> **Assigned task**: In the entries below, find the string "Northwest" and return each line holding it.

> **Raw data**:
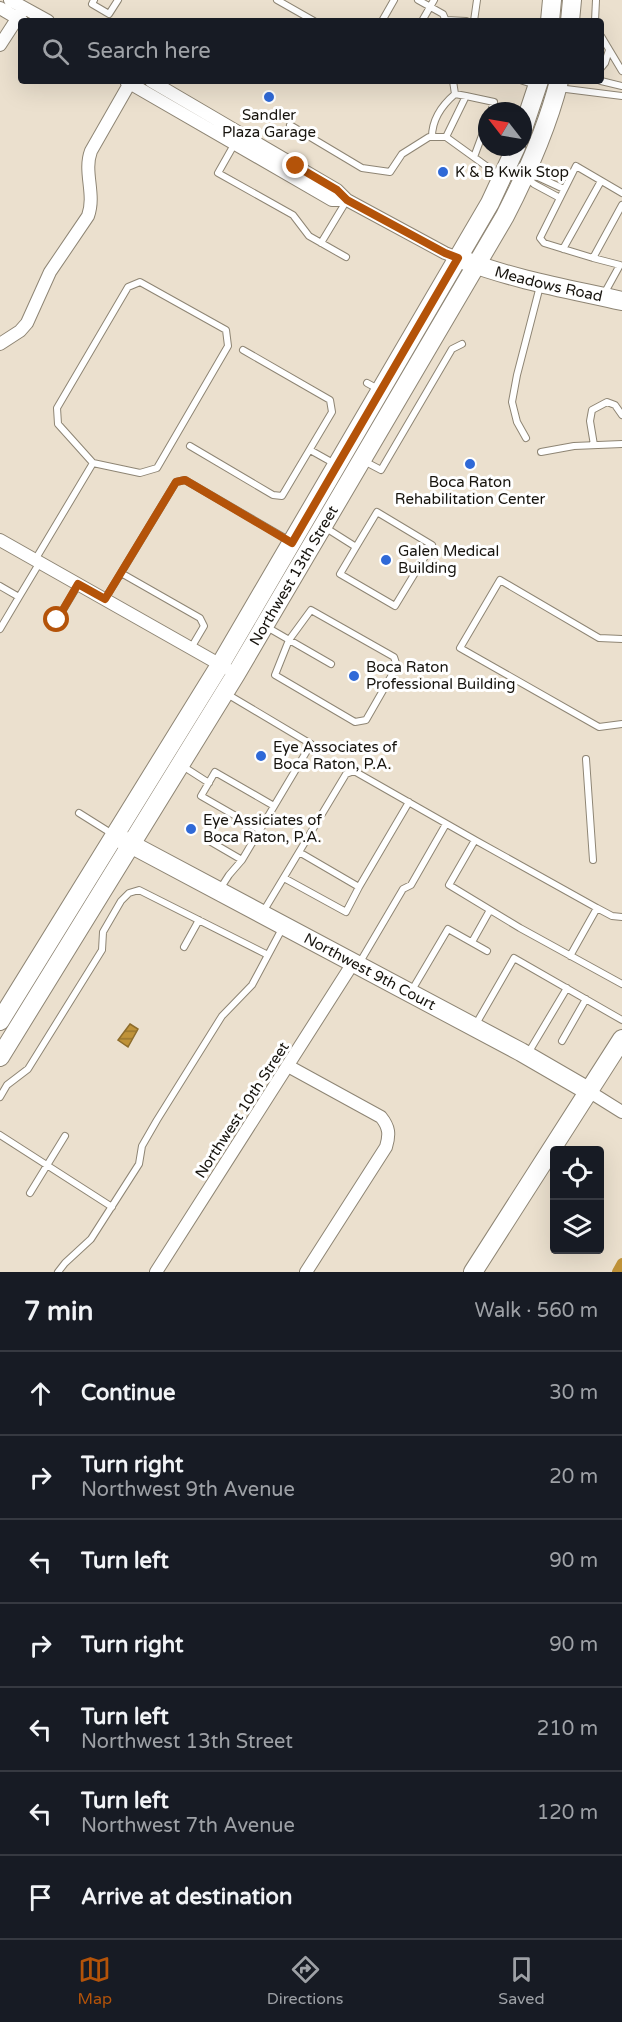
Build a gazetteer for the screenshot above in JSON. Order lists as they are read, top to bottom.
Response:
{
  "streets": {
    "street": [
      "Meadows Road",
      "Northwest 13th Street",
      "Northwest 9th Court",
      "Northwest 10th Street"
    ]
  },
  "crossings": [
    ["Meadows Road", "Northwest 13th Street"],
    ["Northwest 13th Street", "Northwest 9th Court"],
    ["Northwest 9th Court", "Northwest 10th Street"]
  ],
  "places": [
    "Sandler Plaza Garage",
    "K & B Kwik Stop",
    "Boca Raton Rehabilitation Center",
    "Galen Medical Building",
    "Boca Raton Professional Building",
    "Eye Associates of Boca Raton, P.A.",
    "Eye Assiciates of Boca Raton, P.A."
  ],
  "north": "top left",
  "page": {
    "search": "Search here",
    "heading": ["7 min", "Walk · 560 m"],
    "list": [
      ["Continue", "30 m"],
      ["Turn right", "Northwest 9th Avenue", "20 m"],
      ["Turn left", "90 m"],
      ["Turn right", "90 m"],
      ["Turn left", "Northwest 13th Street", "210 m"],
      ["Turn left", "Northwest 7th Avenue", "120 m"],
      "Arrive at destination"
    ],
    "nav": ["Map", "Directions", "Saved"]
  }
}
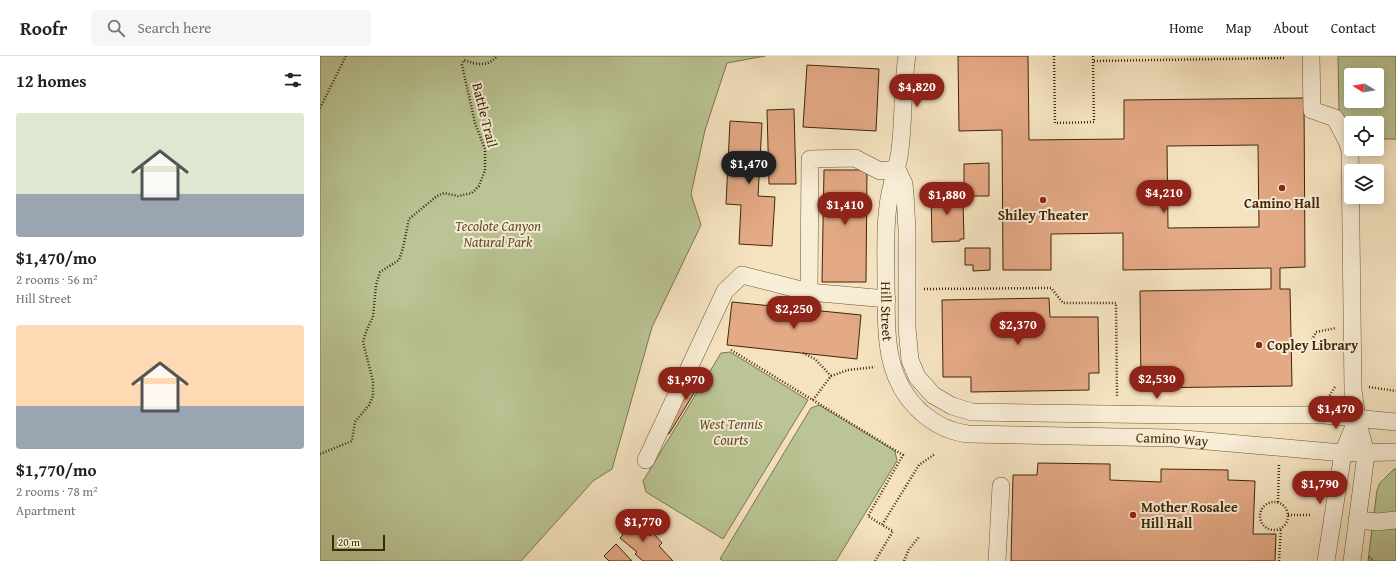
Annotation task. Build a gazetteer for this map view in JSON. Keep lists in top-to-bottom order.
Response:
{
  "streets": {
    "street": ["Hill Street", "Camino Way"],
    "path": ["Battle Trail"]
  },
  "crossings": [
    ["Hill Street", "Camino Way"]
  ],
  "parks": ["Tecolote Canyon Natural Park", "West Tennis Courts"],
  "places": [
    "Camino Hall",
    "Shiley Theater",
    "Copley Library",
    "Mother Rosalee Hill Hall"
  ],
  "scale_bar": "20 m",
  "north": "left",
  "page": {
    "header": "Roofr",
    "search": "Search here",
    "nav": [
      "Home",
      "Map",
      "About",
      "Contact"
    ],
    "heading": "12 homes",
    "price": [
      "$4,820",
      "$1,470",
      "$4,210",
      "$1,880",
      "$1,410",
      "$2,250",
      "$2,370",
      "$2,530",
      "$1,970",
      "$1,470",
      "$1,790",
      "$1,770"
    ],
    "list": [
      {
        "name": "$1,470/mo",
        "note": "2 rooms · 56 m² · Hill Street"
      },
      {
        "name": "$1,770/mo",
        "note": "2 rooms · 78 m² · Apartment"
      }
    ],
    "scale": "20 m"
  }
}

> **Exercise answer**:
      "Northwest 13th Street",
      "Northwest 9th Court",
      "Northwest 10th Street"
    ["Meadows Road", "Northwest 13th Street"],
    ["Northwest 13th Street", "Northwest 9th Court"],
    ["Northwest 9th Court", "Northwest 10th Street"]
      ["Turn right", "Northwest 9th Avenue", "20 m"],
      ["Turn left", "Northwest 13th Street", "210 m"],
      ["Turn left", "Northwest 7th Avenue", "120 m"],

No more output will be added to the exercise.